- [Provided entries]
◇ ◇ ◇ ◇
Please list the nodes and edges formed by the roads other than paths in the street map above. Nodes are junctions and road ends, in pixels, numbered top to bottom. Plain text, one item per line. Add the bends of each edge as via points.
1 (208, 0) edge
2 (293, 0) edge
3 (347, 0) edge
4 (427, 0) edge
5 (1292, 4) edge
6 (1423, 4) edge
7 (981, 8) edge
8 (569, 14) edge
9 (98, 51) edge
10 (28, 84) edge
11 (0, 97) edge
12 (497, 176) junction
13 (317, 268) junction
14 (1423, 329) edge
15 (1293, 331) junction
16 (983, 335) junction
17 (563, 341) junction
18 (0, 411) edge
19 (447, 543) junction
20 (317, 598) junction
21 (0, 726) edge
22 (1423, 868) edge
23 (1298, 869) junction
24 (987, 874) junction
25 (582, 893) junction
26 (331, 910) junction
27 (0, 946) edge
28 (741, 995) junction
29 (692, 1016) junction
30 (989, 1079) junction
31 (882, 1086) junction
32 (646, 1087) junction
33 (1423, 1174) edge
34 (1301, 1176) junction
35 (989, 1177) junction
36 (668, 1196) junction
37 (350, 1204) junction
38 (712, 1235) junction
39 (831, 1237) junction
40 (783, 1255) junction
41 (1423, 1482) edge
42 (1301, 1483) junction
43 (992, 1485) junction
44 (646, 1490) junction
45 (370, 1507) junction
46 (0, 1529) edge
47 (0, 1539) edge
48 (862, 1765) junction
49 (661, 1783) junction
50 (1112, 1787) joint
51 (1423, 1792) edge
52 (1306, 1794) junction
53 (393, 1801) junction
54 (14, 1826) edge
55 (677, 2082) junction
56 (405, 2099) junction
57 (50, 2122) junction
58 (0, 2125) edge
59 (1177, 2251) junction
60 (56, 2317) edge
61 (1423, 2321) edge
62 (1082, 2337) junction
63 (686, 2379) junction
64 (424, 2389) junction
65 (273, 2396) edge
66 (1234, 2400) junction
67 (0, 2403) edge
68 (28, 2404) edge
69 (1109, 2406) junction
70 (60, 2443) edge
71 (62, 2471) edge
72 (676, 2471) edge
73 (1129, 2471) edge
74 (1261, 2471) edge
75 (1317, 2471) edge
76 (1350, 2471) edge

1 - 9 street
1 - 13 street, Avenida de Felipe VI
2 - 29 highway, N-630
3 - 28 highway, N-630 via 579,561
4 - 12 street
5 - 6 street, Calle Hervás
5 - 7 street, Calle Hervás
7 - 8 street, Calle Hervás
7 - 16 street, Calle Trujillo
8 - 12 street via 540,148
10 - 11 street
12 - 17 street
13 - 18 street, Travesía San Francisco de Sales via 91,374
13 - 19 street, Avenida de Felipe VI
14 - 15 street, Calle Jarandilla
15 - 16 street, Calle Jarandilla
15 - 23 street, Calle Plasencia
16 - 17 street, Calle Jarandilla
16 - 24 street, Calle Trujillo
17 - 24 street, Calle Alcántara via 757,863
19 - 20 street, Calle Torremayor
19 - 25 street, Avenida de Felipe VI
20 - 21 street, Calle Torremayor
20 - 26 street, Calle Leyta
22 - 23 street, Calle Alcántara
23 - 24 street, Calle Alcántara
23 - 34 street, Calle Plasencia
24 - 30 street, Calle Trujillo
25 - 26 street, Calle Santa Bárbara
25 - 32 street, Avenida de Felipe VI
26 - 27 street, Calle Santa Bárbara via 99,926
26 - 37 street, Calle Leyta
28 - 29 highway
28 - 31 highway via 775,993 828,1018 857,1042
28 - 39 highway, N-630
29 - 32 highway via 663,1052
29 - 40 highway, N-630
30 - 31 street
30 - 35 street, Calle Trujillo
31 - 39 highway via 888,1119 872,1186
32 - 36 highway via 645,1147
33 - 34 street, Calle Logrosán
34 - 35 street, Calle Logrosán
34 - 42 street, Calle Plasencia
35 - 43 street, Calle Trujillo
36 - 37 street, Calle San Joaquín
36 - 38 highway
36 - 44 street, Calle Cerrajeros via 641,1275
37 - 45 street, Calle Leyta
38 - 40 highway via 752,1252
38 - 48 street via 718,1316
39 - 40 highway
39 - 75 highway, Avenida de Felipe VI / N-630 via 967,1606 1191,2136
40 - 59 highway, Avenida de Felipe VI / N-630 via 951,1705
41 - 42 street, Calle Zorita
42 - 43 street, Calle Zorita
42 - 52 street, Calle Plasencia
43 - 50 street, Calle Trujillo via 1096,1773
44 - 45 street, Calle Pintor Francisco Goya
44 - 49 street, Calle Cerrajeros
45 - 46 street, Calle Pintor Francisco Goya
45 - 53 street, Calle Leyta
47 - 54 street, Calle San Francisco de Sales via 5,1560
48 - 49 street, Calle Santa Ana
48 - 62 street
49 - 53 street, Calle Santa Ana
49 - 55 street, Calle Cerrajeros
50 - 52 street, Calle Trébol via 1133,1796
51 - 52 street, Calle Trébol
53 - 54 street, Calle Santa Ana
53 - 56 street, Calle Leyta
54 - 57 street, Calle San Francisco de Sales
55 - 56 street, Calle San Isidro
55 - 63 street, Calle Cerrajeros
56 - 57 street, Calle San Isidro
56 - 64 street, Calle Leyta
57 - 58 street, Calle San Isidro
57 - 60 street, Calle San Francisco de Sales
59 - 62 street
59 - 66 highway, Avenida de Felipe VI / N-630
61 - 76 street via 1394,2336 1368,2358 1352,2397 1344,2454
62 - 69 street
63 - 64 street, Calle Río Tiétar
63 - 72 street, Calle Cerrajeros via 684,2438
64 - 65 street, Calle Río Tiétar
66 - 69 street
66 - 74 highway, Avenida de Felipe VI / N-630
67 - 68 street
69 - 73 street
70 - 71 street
◇ ◇ ◇ ◇
- [Exercise goal] The entire listing is to be repeated exactly.

- [Result of this exercise]
Please list the nodes and edges formed by the roads other than paths in the street map above. Nodes are junctions and road ends, in pixels, numbered top to bottom. Plain text, one item per line. Add the bends of each edge as via points.
1 (208, 0) edge
2 (293, 0) edge
3 (347, 0) edge
4 (427, 0) edge
5 (1292, 4) edge
6 (1423, 4) edge
7 (981, 8) edge
8 (569, 14) edge
9 (98, 51) edge
10 (28, 84) edge
11 (0, 97) edge
12 (497, 176) junction
13 (317, 268) junction
14 (1423, 329) edge
15 (1293, 331) junction
16 (983, 335) junction
17 (563, 341) junction
18 (0, 411) edge
19 (447, 543) junction
20 (317, 598) junction
21 (0, 726) edge
22 (1423, 868) edge
23 (1298, 869) junction
24 (987, 874) junction
25 (582, 893) junction
26 (331, 910) junction
27 (0, 946) edge
28 (741, 995) junction
29 (692, 1016) junction
30 (989, 1079) junction
31 (882, 1086) junction
32 (646, 1087) junction
33 (1423, 1174) edge
34 (1301, 1176) junction
35 (989, 1177) junction
36 (668, 1196) junction
37 (350, 1204) junction
38 (712, 1235) junction
39 (831, 1237) junction
40 (783, 1255) junction
41 (1423, 1482) edge
42 (1301, 1483) junction
43 (992, 1485) junction
44 (646, 1490) junction
45 (370, 1507) junction
46 (0, 1529) edge
47 (0, 1539) edge
48 (862, 1765) junction
49 (661, 1783) junction
50 (1112, 1787) joint
51 (1423, 1792) edge
52 (1306, 1794) junction
53 (393, 1801) junction
54 (14, 1826) edge
55 (677, 2082) junction
56 (405, 2099) junction
57 (50, 2122) junction
58 (0, 2125) edge
59 (1177, 2251) junction
60 (56, 2317) edge
61 (1423, 2321) edge
62 (1082, 2337) junction
63 (686, 2379) junction
64 (424, 2389) junction
65 (273, 2396) edge
66 (1234, 2400) junction
67 (0, 2403) edge
68 (28, 2404) edge
69 (1109, 2406) junction
70 (60, 2443) edge
71 (62, 2471) edge
72 (676, 2471) edge
73 (1129, 2471) edge
74 (1261, 2471) edge
75 (1317, 2471) edge
76 (1350, 2471) edge

1 - 9 street
1 - 13 street, Avenida de Felipe VI
2 - 29 highway, N-630
3 - 28 highway, N-630 via 579,561
4 - 12 street
5 - 6 street, Calle Hervás
5 - 7 street, Calle Hervás
7 - 8 street, Calle Hervás
7 - 16 street, Calle Trujillo
8 - 12 street via 540,148
10 - 11 street
12 - 17 street
13 - 18 street, Travesía San Francisco de Sales via 91,374
13 - 19 street, Avenida de Felipe VI
14 - 15 street, Calle Jarandilla
15 - 16 street, Calle Jarandilla
15 - 23 street, Calle Plasencia
16 - 17 street, Calle Jarandilla
16 - 24 street, Calle Trujillo
17 - 24 street, Calle Alcántara via 757,863
19 - 20 street, Calle Torremayor
19 - 25 street, Avenida de Felipe VI
20 - 21 street, Calle Torremayor
20 - 26 street, Calle Leyta
22 - 23 street, Calle Alcántara
23 - 24 street, Calle Alcántara
23 - 34 street, Calle Plasencia
24 - 30 street, Calle Trujillo
25 - 26 street, Calle Santa Bárbara
25 - 32 street, Avenida de Felipe VI
26 - 27 street, Calle Santa Bárbara via 99,926
26 - 37 street, Calle Leyta
28 - 29 highway
28 - 31 highway via 775,993 828,1018 857,1042
28 - 39 highway, N-630
29 - 32 highway via 663,1052
29 - 40 highway, N-630
30 - 31 street
30 - 35 street, Calle Trujillo
31 - 39 highway via 888,1119 872,1186
32 - 36 highway via 645,1147
33 - 34 street, Calle Logrosán
34 - 35 street, Calle Logrosán
34 - 42 street, Calle Plasencia
35 - 43 street, Calle Trujillo
36 - 37 street, Calle San Joaquín
36 - 38 highway
36 - 44 street, Calle Cerrajeros via 641,1275
37 - 45 street, Calle Leyta
38 - 40 highway via 752,1252
38 - 48 street via 718,1316
39 - 40 highway
39 - 75 highway, Avenida de Felipe VI / N-630 via 967,1606 1191,2136
40 - 59 highway, Avenida de Felipe VI / N-630 via 951,1705
41 - 42 street, Calle Zorita
42 - 43 street, Calle Zorita
42 - 52 street, Calle Plasencia
43 - 50 street, Calle Trujillo via 1096,1773
44 - 45 street, Calle Pintor Francisco Goya
44 - 49 street, Calle Cerrajeros
45 - 46 street, Calle Pintor Francisco Goya
45 - 53 street, Calle Leyta
47 - 54 street, Calle San Francisco de Sales via 5,1560
48 - 49 street, Calle Santa Ana
48 - 62 street
49 - 53 street, Calle Santa Ana
49 - 55 street, Calle Cerrajeros
50 - 52 street, Calle Trébol via 1133,1796
51 - 52 street, Calle Trébol
53 - 54 street, Calle Santa Ana
53 - 56 street, Calle Leyta
54 - 57 street, Calle San Francisco de Sales
55 - 56 street, Calle San Isidro
55 - 63 street, Calle Cerrajeros
56 - 57 street, Calle San Isidro
56 - 64 street, Calle Leyta
57 - 58 street, Calle San Isidro
57 - 60 street, Calle San Francisco de Sales
59 - 62 street
59 - 66 highway, Avenida de Felipe VI / N-630
61 - 76 street via 1394,2336 1368,2358 1352,2397 1344,2454
62 - 69 street
63 - 64 street, Calle Río Tiétar
63 - 72 street, Calle Cerrajeros via 684,2438
64 - 65 street, Calle Río Tiétar
66 - 69 street
66 - 74 highway, Avenida de Felipe VI / N-630
67 - 68 street
69 - 73 street
70 - 71 street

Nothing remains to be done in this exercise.